WHAT IS EXPECTED: Exclude images, then output the remaining data verbatim.

Collection entries:
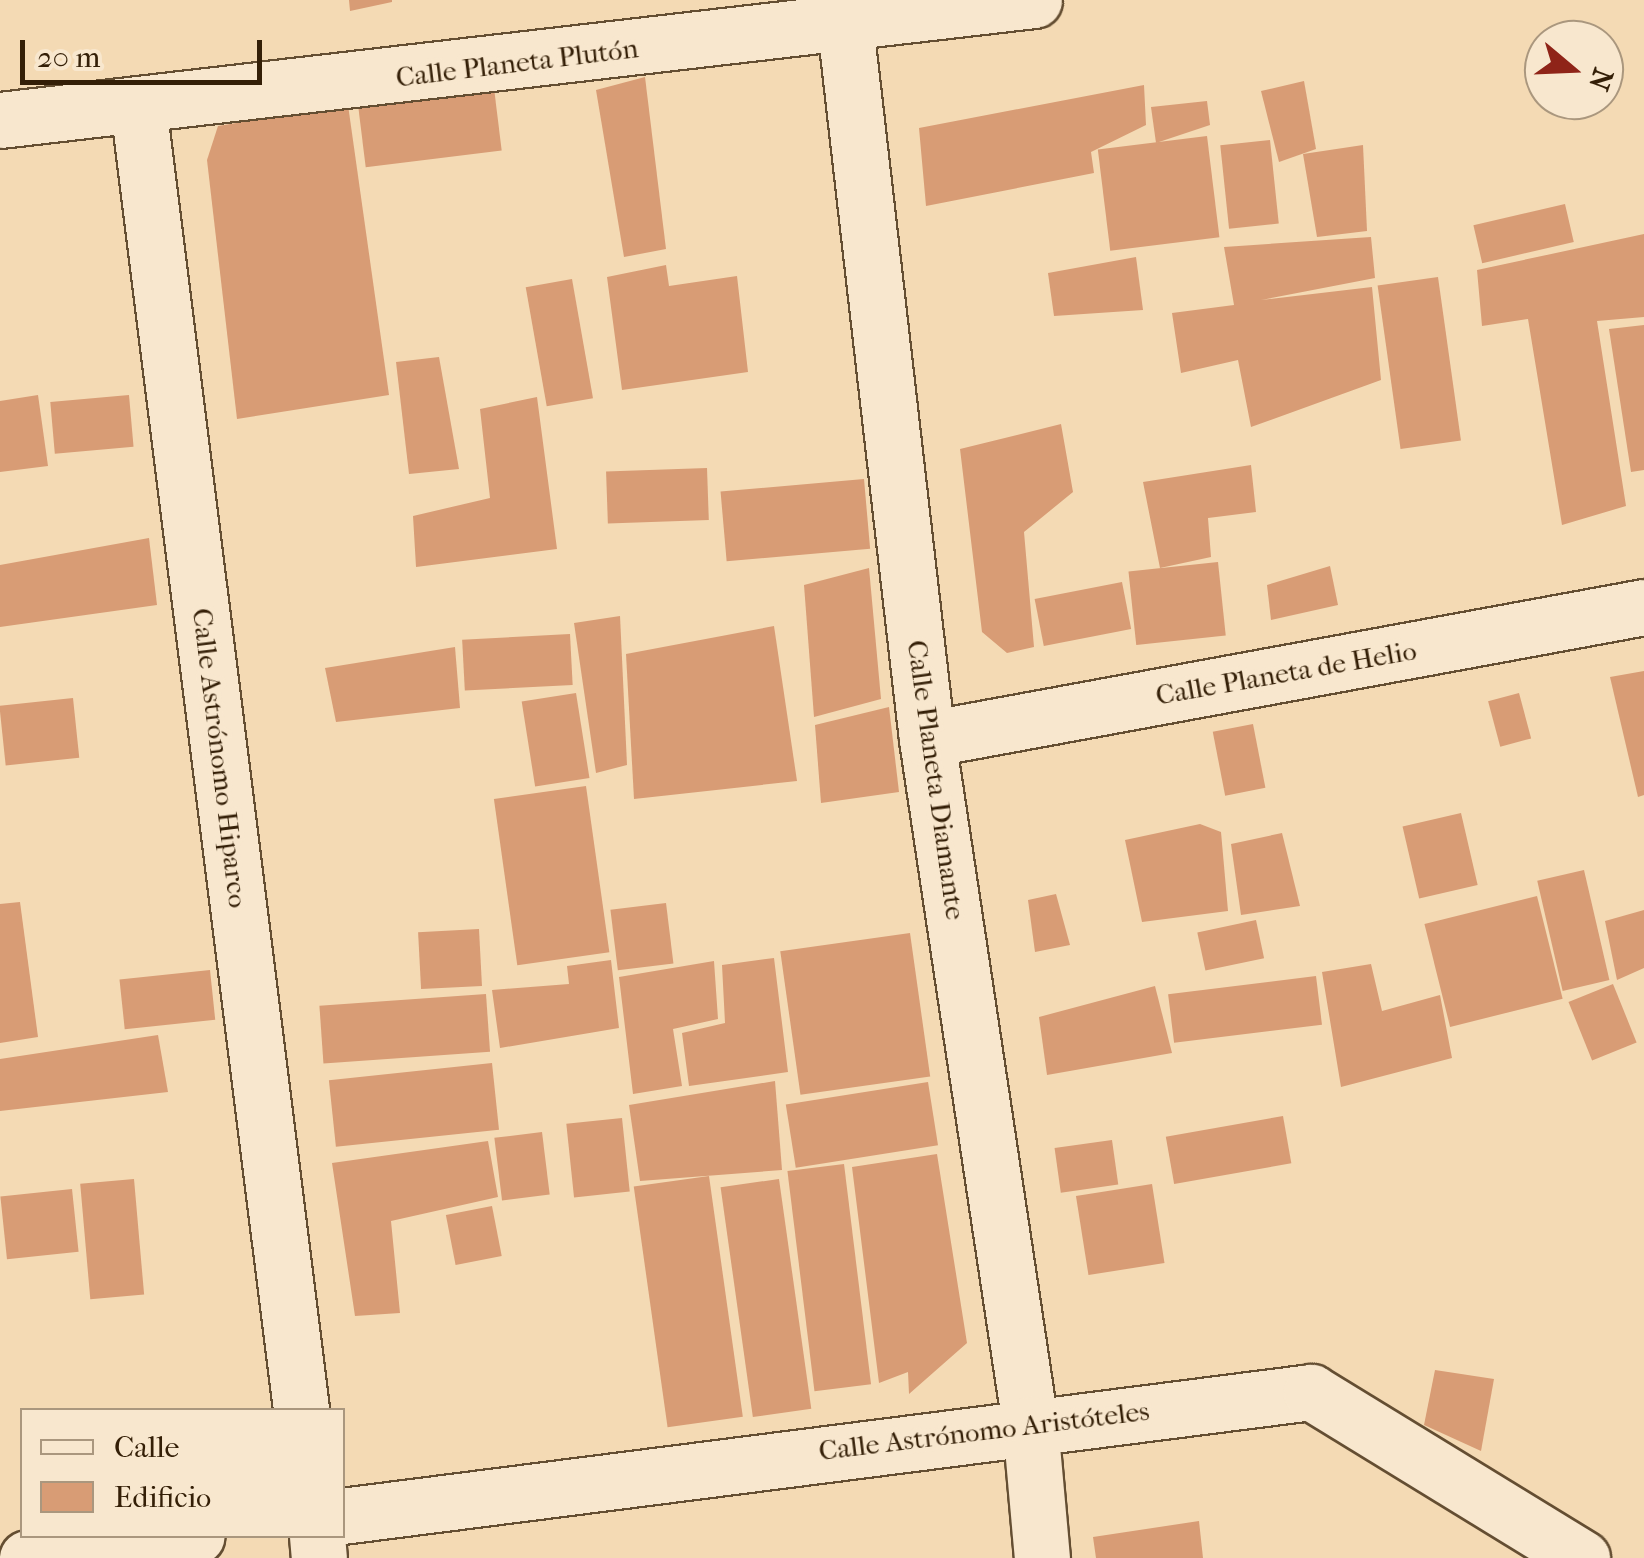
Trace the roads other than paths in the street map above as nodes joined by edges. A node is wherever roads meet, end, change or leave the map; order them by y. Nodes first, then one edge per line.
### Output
1 (1034, 0) edge
2 (844, 13) edge
3 (138, 106) junction
4 (0, 120) edge
5 (1644, 607) edge
6 (928, 740) junction
7 (301, 1408) edge
8 (1030, 1424) junction
9 (345, 1516) edge
10 (182, 1538) edge
11 (27, 1558) edge
12 (1042, 1558) edge
13 (1582, 1558) edge

1 - 2 street, Calle Planeta Plutón
2 - 3 street, Calle Planeta Plutón
2 - 6 street, Calle Planeta Diamante
3 - 4 street, Calle Planeta Plutón
3 - 7 street, Calle Astrónomo Hiparco
5 - 6 street, Calle Planeta de Helio
6 - 8 street, Calle Planeta Diamante
8 - 9 street, Calle Astrónomo Aristóteles
8 - 12 street, Calle Planeta Diamante
8 - 13 street, Calle Astrónomo Aristóteles
10 - 11 street

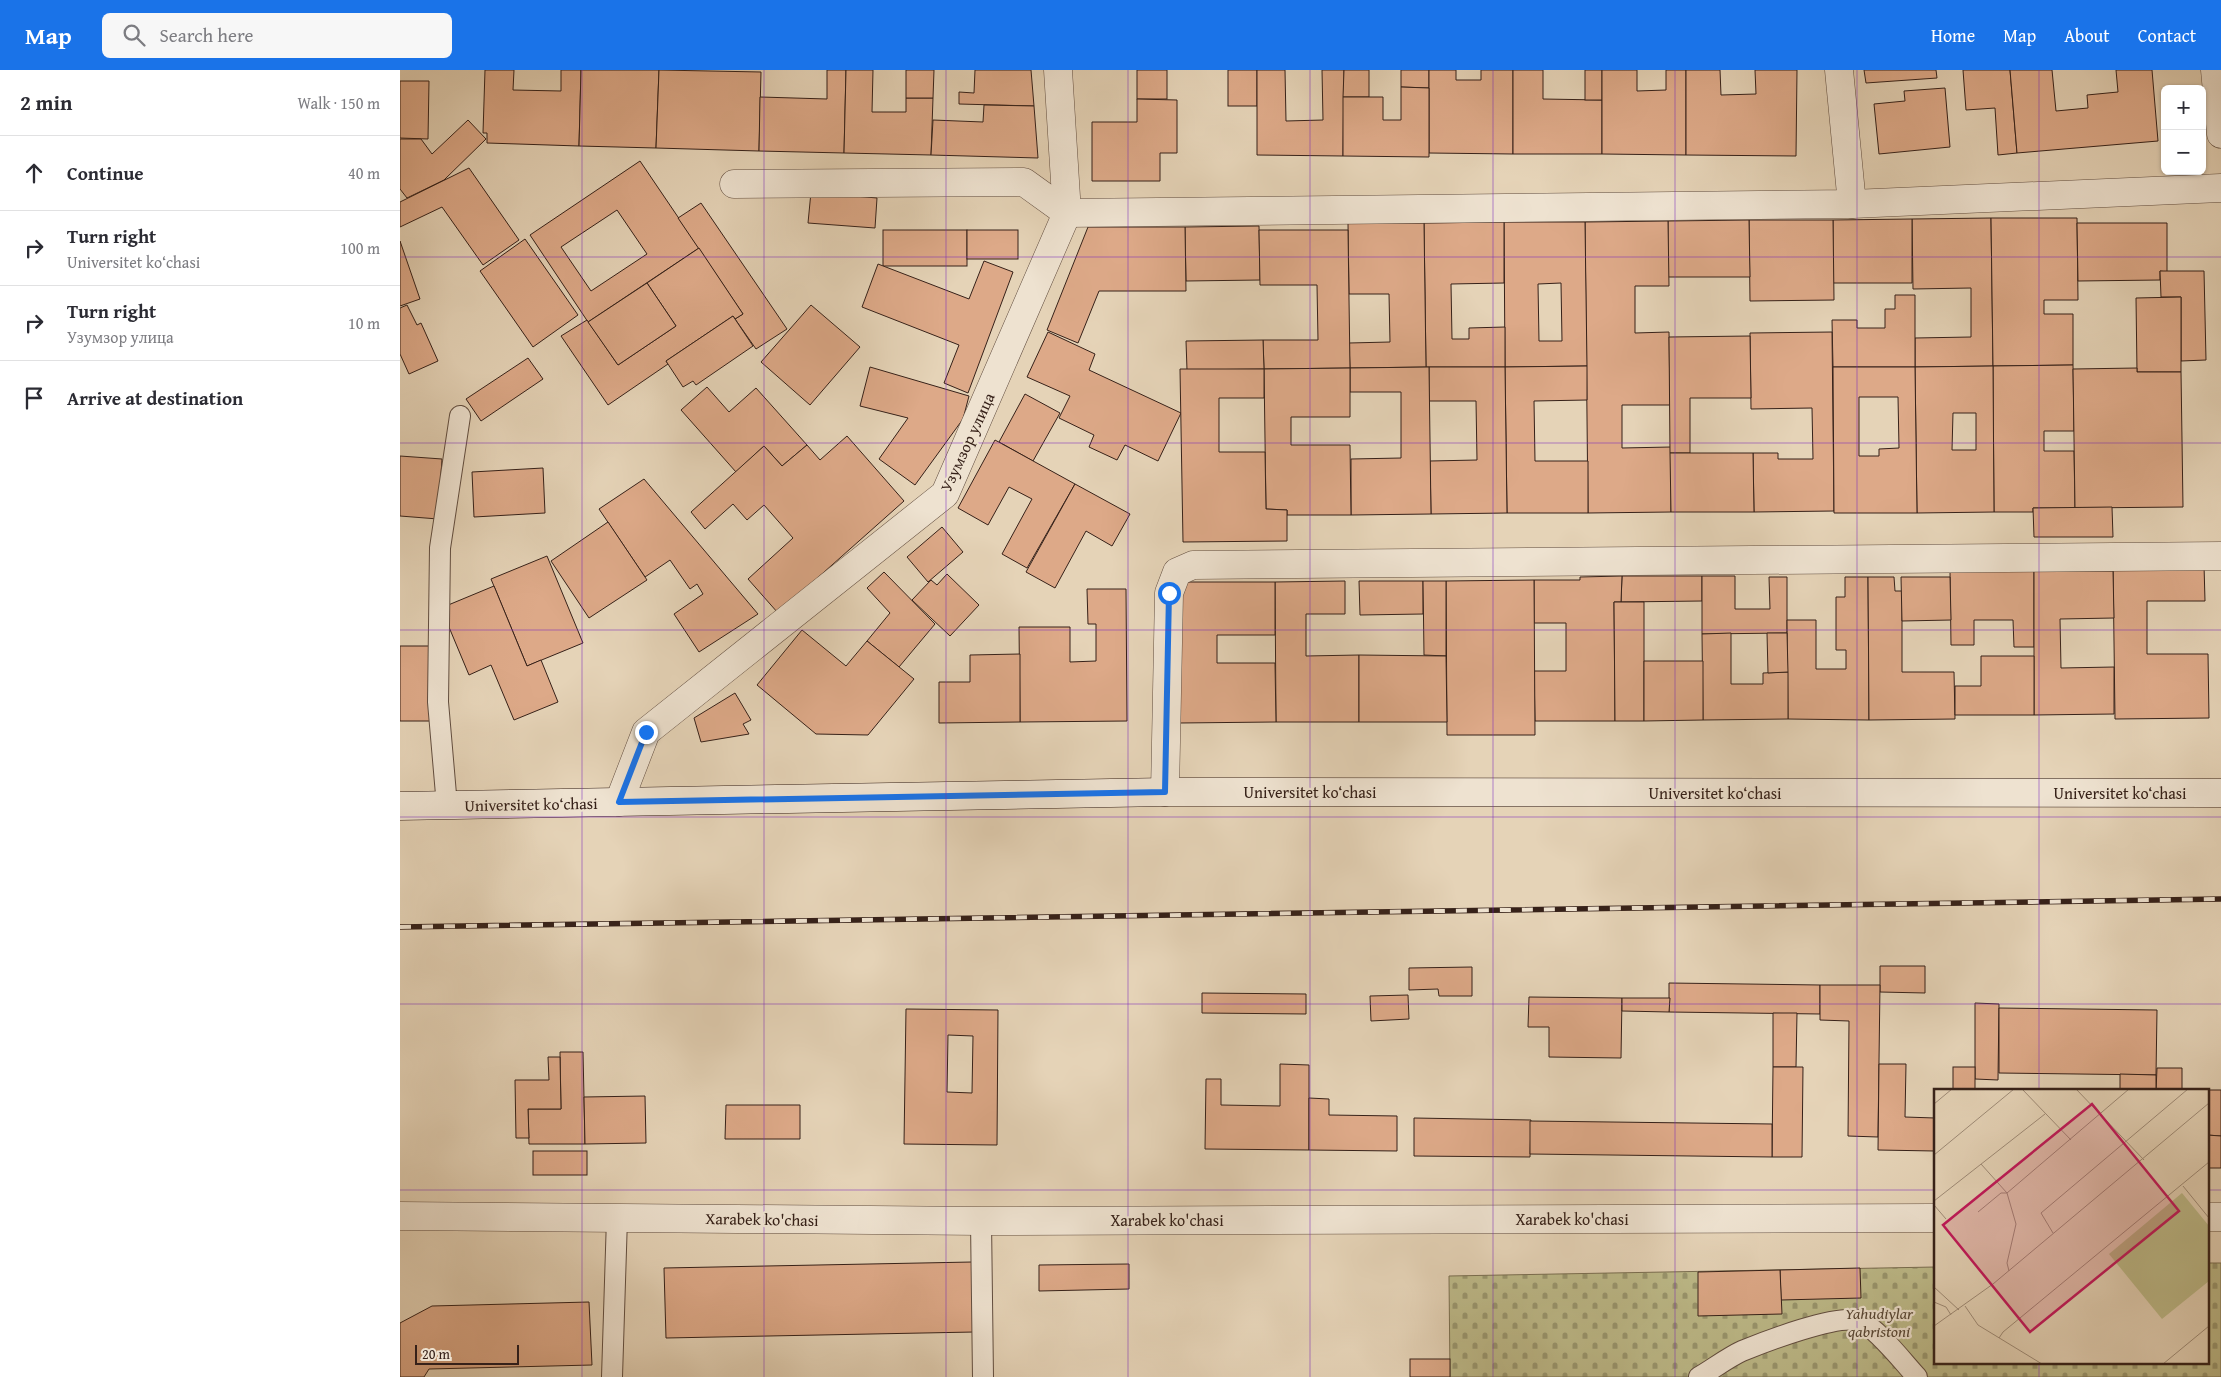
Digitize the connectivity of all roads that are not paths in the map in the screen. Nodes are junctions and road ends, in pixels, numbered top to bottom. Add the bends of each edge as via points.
1 (1058, 70) edge
2 (1839, 70) edge
3 (2215, 70) edge
4 (2221, 134) edge
5 (734, 184) dead end
6 (2221, 188) edge
7 (1852, 204) junction
8 (1068, 213) junction
9 (460, 416) dead end
10 (2221, 556) edge
11 (1165, 792) junction
12 (2221, 793) edge
13 (619, 802) junction
14 (400, 806) edge
15 (447, 806) junction
16 (400, 1216) edge
17 (2208, 1217) edge
18 (2221, 1217) edge
19 (617, 1218) junction
20 (1934, 1218) edge
21 (981, 1221) junction
22 (612, 1377) edge
23 (983, 1377) edge
24 (1699, 1377) edge
25 (1918, 1377) edge

1 - 8 street, Узумзор улица
2 - 7 street
3 - 4 street
5 - 8 street via 1024,182
6 - 7 street
7 - 8 street
8 - 13 street, Узумзор улица via 945,494 646,732
9 - 15 lane via 440,548 438,702
10 - 11 street via 1193,565 1177,572 1169,593
11 - 12 street, Universitet kо‘chasi
11 - 13 street, Universitet kо‘chasi
13 - 15 street, Universitet kо‘chasi
14 - 15 street, Universitet kо‘chasi
16 - 19 street, Xarabek ko'chasi
17 - 18 street
19 - 21 street, Xarabek ko'chasi
19 - 22 lane
20 - 21 street, Xarabek ko'chasi
21 - 23 lane
24 - 25 lane via 1741,1352 1806,1328 1849,1319 1869,1326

OUTPUT OF THE EXERCISE:
Trace the roads other than paths in the street map above as nodes joined by edges. A node is wherever roads meet, end, change or leave the map; order them by y. Nodes first, then one edge per line.
### Output
1 (1034, 0) edge
2 (844, 13) edge
3 (138, 106) junction
4 (0, 120) edge
5 (1644, 607) edge
6 (928, 740) junction
7 (301, 1408) edge
8 (1030, 1424) junction
9 (345, 1516) edge
10 (182, 1538) edge
11 (27, 1558) edge
12 (1042, 1558) edge
13 (1582, 1558) edge

1 - 2 street, Calle Planeta Plutón
2 - 3 street, Calle Planeta Plutón
2 - 6 street, Calle Planeta Diamante
3 - 4 street, Calle Planeta Plutón
3 - 7 street, Calle Astrónomo Hiparco
5 - 6 street, Calle Planeta de Helio
6 - 8 street, Calle Planeta Diamante
8 - 9 street, Calle Astrónomo Aristóteles
8 - 12 street, Calle Planeta Diamante
8 - 13 street, Calle Astrónomo Aristóteles
10 - 11 street

Digitize the connectivity of all roads that are not paths in the map in the screen. Nodes are junctions and road ends, in pixels, numbered top to bottom. Add the bends of each edge as via points.
1 (1058, 70) edge
2 (1839, 70) edge
3 (2215, 70) edge
4 (2221, 134) edge
5 (734, 184) dead end
6 (2221, 188) edge
7 (1852, 204) junction
8 (1068, 213) junction
9 (460, 416) dead end
10 (2221, 556) edge
11 (1165, 792) junction
12 (2221, 793) edge
13 (619, 802) junction
14 (400, 806) edge
15 (447, 806) junction
16 (400, 1216) edge
17 (2208, 1217) edge
18 (2221, 1217) edge
19 (617, 1218) junction
20 (1934, 1218) edge
21 (981, 1221) junction
22 (612, 1377) edge
23 (983, 1377) edge
24 (1699, 1377) edge
25 (1918, 1377) edge

1 - 8 street, Узумзор улица
2 - 7 street
3 - 4 street
5 - 8 street via 1024,182
6 - 7 street
7 - 8 street
8 - 13 street, Узумзор улица via 945,494 646,732
9 - 15 lane via 440,548 438,702
10 - 11 street via 1193,565 1177,572 1169,593
11 - 12 street, Universitet kо‘chasi
11 - 13 street, Universitet kо‘chasi
13 - 15 street, Universitet kо‘chasi
14 - 15 street, Universitet kо‘chasi
16 - 19 street, Xarabek ko'chasi
17 - 18 street
19 - 21 street, Xarabek ko'chasi
19 - 22 lane
20 - 21 street, Xarabek ko'chasi
21 - 23 lane
24 - 25 lane via 1741,1352 1806,1328 1849,1319 1869,1326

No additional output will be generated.